Scottish Opera, in addition to their staged work, have decided to put on a couple of concert performances of lesser-known operas every year. Today, it’s the turn of Edgar, a very early and rarely performed Puccini opera, which many have never even heard of, let alone seen! However, by the end of today’s superb performance, we are all asking the question: why haven’t we seen this work before?

The answer to that question is partly supplied by Stuart Stratford, the Music Director of Scottish Opera, when he introduces the opera to us. He tells the story of how the opera was not well received at La Scala in 1889, and had only three performances. Puccini did revise it and cut it down, but he never really liked the plot (and it is very silly—but then that’s true of many operas). So in the end, Puccini neglected it and it lay dormant for many years, and has only recently begun to attract attention and some new productions and recordings, notably by Plácido Domingo.

Given that inauspicious beginning, we are all pleasantly surprised by the quality of the music from the excellent fifty-plus-strong Scottish Opera Orchestra, under the energetic baton of Italian conductor Gianluca Marcianò, particularly vivid as they are on the stage and not in the pit. We are blown away by the musicality of the arias, with a fine international cast, and despite the silly plot are now asking, why isn’t Edgar done more often?

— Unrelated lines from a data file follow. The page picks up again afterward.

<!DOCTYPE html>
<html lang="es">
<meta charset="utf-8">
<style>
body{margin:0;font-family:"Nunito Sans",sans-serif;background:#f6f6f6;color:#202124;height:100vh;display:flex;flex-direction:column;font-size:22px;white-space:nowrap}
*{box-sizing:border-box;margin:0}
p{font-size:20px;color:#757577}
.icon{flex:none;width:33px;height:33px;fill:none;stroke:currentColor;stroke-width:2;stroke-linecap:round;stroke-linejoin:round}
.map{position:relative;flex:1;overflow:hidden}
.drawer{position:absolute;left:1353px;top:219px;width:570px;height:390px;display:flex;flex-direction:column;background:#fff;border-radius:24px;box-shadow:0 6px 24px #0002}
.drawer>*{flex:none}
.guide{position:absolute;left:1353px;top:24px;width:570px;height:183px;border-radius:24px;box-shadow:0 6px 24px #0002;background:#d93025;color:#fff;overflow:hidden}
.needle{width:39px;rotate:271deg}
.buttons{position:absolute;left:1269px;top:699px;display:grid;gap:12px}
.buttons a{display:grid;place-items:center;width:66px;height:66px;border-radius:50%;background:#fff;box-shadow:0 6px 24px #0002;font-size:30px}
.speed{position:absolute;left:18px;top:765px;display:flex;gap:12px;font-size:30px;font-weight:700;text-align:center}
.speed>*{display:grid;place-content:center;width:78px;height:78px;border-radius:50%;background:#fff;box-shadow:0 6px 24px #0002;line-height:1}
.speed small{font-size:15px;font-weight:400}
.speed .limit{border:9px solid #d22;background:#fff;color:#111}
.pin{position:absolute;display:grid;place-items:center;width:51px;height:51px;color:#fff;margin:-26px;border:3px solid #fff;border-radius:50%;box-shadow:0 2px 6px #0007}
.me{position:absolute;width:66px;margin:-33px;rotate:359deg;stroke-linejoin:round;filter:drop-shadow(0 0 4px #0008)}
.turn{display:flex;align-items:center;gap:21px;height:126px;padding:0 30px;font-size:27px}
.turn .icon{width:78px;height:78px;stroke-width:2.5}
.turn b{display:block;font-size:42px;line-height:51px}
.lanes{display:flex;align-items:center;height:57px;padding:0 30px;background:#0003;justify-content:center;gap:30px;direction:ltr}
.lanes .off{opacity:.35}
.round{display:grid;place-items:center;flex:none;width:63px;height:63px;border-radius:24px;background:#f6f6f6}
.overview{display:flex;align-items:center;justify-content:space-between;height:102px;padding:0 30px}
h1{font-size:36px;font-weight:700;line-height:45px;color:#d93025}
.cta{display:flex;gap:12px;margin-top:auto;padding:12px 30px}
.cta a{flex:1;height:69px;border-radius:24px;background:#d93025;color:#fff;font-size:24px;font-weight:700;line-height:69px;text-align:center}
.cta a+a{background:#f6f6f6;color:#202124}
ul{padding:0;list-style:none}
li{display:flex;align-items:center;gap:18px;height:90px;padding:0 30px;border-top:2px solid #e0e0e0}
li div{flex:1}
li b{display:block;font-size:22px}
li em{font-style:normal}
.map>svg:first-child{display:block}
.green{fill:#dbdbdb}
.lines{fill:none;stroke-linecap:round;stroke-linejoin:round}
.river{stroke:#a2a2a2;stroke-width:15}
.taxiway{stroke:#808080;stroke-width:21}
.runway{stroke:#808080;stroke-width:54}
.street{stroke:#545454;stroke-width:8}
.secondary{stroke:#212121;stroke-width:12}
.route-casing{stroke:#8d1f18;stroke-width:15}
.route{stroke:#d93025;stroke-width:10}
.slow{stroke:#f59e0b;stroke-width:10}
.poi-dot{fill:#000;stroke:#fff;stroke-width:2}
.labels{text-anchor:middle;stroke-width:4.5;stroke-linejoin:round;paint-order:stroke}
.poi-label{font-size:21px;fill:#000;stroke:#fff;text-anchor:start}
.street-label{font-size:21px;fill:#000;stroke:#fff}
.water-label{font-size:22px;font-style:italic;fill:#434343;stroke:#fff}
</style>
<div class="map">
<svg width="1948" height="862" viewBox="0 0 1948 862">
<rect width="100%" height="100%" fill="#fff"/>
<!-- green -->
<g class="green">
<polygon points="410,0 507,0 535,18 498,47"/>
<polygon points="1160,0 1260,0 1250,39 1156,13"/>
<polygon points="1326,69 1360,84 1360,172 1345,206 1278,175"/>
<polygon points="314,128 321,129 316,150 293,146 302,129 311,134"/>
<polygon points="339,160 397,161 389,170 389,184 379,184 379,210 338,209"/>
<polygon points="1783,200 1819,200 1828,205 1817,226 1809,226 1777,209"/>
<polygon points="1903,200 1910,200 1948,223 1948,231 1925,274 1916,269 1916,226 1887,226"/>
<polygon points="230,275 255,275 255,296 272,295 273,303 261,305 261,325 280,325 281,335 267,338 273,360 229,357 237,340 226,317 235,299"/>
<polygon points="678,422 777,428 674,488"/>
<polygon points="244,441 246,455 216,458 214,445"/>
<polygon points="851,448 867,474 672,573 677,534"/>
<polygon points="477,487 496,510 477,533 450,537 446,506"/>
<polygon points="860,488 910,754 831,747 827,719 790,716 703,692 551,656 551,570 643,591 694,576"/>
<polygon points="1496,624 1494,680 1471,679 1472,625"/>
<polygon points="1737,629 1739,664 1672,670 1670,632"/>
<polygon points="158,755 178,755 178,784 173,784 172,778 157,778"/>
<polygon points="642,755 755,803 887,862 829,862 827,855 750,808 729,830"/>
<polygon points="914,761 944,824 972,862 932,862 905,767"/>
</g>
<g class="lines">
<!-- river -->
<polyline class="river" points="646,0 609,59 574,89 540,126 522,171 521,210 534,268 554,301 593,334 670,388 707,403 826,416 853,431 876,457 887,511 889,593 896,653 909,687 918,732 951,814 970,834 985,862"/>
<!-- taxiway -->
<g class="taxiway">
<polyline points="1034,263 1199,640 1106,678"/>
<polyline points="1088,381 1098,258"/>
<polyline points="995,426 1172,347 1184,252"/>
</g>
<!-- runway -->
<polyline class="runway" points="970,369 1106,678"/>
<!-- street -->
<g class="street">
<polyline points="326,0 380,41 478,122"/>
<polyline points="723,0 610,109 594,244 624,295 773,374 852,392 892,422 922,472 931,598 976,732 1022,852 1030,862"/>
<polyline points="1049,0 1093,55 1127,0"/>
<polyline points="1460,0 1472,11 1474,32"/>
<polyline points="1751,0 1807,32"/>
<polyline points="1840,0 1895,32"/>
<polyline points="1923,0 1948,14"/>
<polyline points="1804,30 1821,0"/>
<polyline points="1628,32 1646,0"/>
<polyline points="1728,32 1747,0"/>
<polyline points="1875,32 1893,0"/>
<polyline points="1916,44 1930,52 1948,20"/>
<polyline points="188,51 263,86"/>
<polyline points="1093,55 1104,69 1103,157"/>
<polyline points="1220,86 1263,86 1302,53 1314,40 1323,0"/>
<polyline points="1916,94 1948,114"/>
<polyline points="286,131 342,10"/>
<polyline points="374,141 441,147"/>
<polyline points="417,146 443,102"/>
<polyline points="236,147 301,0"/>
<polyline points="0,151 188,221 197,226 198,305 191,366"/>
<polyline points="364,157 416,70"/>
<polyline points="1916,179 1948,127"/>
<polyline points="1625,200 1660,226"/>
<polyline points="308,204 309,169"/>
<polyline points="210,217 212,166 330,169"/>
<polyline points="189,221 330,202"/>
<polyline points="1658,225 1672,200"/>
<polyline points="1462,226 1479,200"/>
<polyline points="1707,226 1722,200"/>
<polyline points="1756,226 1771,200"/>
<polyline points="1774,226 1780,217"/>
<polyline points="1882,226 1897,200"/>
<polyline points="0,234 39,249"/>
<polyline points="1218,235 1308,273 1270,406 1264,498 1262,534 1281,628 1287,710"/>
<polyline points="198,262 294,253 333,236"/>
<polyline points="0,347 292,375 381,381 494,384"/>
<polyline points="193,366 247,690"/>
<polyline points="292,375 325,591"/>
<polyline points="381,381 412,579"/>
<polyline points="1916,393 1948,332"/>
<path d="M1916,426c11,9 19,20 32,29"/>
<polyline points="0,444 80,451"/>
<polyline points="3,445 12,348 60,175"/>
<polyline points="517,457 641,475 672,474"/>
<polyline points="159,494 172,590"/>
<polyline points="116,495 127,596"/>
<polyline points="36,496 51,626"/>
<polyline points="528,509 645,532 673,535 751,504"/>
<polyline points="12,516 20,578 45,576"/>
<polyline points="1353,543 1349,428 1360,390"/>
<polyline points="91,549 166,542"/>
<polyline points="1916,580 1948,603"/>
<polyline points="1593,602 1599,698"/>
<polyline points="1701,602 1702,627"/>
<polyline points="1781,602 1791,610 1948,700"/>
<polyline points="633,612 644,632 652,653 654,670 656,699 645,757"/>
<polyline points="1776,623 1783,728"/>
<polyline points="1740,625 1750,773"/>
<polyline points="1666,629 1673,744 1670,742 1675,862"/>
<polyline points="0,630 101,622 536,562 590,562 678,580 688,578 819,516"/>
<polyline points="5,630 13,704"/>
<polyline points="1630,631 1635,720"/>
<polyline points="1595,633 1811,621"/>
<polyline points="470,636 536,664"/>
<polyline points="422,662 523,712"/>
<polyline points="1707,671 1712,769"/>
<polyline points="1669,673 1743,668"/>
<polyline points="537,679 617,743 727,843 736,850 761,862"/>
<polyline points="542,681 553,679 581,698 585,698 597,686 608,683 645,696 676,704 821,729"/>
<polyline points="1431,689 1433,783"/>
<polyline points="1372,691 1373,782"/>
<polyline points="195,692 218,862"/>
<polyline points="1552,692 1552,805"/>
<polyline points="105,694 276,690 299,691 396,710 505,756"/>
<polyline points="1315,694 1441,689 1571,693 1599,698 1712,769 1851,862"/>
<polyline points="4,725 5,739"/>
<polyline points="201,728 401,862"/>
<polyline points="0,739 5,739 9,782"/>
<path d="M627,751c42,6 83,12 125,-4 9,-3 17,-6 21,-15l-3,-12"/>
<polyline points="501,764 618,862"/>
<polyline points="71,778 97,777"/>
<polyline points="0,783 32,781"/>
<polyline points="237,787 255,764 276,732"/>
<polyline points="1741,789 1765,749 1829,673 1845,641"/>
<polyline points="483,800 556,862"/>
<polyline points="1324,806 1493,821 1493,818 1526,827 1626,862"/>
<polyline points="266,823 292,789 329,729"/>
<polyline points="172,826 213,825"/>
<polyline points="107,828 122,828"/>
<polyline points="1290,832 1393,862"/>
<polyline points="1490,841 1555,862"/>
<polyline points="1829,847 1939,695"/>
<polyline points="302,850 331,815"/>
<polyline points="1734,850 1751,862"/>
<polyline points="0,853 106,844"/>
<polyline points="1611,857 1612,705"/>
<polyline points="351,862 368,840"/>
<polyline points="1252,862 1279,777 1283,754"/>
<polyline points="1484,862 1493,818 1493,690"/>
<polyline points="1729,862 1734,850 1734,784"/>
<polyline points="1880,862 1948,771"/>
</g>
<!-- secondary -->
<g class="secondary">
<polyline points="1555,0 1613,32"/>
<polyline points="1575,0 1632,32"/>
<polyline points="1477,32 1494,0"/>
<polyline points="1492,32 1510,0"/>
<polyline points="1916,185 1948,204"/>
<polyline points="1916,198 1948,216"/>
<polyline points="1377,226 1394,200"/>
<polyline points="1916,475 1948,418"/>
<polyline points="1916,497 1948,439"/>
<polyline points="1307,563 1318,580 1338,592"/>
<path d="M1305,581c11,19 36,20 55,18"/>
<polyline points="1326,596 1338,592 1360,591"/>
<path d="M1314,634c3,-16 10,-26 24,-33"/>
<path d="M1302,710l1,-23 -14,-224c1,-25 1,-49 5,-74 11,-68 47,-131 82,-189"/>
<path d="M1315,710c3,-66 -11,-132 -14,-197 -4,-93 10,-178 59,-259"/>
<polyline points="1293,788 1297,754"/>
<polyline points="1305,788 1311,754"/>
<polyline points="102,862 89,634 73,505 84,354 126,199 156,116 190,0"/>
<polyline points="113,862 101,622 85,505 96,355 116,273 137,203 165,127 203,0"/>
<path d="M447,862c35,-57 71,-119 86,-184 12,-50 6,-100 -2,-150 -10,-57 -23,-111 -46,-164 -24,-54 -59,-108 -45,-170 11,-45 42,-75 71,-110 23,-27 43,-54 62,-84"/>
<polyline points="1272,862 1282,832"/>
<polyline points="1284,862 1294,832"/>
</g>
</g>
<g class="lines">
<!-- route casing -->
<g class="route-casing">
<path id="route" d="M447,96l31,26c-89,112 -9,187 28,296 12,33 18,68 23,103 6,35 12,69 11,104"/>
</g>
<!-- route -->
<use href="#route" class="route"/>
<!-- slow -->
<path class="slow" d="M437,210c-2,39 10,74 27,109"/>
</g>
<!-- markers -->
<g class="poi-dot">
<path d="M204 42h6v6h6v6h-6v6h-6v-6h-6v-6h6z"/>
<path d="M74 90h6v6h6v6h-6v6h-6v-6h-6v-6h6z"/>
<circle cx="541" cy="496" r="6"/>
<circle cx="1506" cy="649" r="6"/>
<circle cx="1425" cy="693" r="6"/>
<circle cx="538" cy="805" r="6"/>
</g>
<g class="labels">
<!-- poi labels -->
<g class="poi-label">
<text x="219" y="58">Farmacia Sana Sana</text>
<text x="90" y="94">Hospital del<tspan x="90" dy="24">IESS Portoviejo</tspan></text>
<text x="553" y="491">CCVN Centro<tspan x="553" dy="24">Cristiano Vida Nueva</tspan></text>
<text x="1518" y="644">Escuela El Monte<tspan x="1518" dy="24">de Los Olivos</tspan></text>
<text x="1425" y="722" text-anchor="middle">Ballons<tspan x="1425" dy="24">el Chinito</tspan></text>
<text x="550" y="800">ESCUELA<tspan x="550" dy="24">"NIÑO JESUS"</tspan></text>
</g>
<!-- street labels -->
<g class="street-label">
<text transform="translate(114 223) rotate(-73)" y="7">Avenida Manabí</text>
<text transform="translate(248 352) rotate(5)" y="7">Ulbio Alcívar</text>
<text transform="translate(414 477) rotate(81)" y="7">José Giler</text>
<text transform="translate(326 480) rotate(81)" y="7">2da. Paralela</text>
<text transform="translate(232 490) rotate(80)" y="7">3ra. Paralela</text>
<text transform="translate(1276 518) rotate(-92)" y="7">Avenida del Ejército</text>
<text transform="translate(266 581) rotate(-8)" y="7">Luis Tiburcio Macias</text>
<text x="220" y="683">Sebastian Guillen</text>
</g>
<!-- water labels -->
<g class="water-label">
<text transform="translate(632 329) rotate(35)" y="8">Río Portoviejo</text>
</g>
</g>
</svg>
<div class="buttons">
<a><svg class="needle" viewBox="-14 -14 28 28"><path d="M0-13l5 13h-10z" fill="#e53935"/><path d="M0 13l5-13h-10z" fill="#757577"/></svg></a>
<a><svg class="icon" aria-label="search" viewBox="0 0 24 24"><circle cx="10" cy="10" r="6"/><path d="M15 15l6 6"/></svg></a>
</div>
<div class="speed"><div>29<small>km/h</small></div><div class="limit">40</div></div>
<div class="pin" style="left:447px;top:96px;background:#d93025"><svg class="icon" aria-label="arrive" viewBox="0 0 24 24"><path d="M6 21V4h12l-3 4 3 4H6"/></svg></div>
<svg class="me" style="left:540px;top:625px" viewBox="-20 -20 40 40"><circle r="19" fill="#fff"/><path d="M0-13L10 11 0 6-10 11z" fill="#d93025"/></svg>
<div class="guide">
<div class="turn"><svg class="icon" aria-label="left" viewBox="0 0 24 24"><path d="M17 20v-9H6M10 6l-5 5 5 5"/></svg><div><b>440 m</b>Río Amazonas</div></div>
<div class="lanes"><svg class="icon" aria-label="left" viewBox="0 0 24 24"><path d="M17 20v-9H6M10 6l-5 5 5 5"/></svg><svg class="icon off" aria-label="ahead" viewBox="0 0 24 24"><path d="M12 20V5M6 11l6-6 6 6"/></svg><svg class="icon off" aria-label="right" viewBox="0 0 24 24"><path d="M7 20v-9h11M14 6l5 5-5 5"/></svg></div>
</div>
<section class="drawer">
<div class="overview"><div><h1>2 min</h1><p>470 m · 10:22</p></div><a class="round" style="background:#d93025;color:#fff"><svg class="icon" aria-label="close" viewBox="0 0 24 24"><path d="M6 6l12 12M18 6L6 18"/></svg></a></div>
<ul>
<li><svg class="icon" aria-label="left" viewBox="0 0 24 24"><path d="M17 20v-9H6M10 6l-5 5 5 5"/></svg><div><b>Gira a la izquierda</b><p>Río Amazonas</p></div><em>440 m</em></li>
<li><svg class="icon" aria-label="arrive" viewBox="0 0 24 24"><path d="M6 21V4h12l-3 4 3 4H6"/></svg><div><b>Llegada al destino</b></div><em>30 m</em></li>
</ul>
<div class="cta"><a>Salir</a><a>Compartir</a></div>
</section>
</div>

The very silly plot concerns a young knight, Edgar, sung by Peter Auty, who runs off with the seductive Tigrana, sung by Justina Gringytė, much to the sorrow of local girl Fidelia, sung by Claire Rutter, who is the daughter of Gualtiero, sung by Richard Wiegold. Edgar is persuaded to return and atone for his sins by Fidelia’s brother Frank, sung by David Stout, and it all ends unhappily! However, forget the silly plot because the music is wonderful, and the singing excellent.

Auty, who has been a regular at Scottish Opera over the last few years, singing in Carmen, La bohème and Eugene Onegin, is a very fine young tenor and is in very good form this afternoon, although occasionally his voice is a little pushed in the higher range. He makes the best, dramatically, of the silly role of Edgar. Rutter is a very well established soprano, again well known to Scottish Opera fans, and she gives a flawless performance as poor Fidelia, whose loyalty ends up with her being bumped off by Tigrana at the end of the opera!

Knockout star of the afternoon is Lithuanian mezzo soprano, Gringytė, who has been a rising star at Covent Garden, and this afternoon dominated the stage dramatically and vocally as the sexy seductive Tigrana, who wreaks havoc amongst the men and destroys the women. She will be a big star of opera in future, and we are very lucky to have her in Glasgow this afternoon. Frank is well sung by British baritone Stout, and Welsh bass Wiegold is very sound in the smaller role of Gualtiero.

The thirty-strong chorus, on stage at the back of the orchestra under the direction of chorus master Susannah Wapshott, are excellent, and the direction of the singers on stage by Roxanna Haines does its best to lend some verismo to the very silly plot. The overall musical direction under the lively baton of Marcianò is superb, and the audience in the very full Theatre Royal give it a warm response.

Scottish Opera have developed a really good standard of concert performances of little-known operas, and this afternoon Edgar is outstanding. We can look forward to their next concert performance in April of Silvano, by the great Italian composer Pietro Mascagni. This afternoon we have discovered that in Edgar, a neglected work, can be worth hearing, and that Puccini, one of the greatest of all opera composers, never wrote a bad note.